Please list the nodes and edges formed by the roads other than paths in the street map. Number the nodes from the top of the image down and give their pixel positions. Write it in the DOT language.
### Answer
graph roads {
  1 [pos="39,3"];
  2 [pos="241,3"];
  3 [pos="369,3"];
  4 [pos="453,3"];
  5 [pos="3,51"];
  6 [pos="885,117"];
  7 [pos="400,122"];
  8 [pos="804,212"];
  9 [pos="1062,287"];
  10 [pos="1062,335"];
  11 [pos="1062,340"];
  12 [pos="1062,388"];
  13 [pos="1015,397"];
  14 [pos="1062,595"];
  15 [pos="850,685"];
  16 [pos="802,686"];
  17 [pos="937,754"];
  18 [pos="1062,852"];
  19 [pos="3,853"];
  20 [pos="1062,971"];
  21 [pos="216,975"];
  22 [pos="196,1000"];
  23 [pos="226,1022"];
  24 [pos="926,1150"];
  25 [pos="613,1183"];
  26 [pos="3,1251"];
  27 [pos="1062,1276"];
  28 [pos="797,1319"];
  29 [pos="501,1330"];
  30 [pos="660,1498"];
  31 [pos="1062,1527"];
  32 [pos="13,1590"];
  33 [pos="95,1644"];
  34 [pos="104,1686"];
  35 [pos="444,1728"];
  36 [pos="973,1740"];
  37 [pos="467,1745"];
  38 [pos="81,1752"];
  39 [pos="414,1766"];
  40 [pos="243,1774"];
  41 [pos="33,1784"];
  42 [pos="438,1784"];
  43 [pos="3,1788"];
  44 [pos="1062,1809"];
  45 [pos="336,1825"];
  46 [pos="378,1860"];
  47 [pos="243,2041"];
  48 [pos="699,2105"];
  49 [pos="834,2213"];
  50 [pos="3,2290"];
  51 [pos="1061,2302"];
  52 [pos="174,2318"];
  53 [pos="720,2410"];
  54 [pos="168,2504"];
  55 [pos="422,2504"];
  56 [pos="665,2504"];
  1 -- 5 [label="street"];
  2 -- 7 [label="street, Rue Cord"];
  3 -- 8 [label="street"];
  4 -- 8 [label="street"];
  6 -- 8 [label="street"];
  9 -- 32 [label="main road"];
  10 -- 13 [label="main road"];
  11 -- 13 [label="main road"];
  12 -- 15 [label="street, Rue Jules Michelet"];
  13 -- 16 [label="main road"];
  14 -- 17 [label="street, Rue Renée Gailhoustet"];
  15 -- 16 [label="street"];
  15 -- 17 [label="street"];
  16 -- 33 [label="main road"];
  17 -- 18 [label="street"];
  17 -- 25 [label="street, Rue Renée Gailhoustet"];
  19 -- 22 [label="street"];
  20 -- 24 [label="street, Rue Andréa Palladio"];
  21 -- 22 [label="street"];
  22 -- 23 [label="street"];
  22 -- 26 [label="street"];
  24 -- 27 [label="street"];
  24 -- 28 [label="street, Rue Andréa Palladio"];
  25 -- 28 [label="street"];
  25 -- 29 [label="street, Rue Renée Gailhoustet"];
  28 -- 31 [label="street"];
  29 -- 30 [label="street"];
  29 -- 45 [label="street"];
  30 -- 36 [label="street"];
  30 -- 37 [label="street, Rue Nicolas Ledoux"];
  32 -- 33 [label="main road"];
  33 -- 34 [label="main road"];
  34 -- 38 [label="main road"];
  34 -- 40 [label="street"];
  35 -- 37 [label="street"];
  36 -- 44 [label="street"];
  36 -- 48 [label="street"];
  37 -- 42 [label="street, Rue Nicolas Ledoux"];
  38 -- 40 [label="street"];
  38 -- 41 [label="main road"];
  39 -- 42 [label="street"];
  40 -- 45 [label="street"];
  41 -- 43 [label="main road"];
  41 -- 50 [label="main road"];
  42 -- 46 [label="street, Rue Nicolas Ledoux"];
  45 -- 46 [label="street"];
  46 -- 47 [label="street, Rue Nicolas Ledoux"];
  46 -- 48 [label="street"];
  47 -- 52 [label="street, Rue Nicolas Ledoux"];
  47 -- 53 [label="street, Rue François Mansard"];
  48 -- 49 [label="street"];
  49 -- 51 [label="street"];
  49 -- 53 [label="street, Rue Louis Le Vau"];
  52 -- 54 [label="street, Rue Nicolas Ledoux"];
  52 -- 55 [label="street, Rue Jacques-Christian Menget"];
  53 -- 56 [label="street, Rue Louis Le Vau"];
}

━━━━━━━━━━━━━━━━━━━━━━━━━━━━━━

Which lines of the listing contain the word "main"? Copy each of them.

Result:
  9 -- 32 [label="main road"];
  10 -- 13 [label="main road"];
  11 -- 13 [label="main road"];
  13 -- 16 [label="main road"];
  16 -- 33 [label="main road"];
  32 -- 33 [label="main road"];
  33 -- 34 [label="main road"];
  34 -- 38 [label="main road"];
  38 -- 41 [label="main road"];
  41 -- 43 [label="main road"];
  41 -- 50 [label="main road"];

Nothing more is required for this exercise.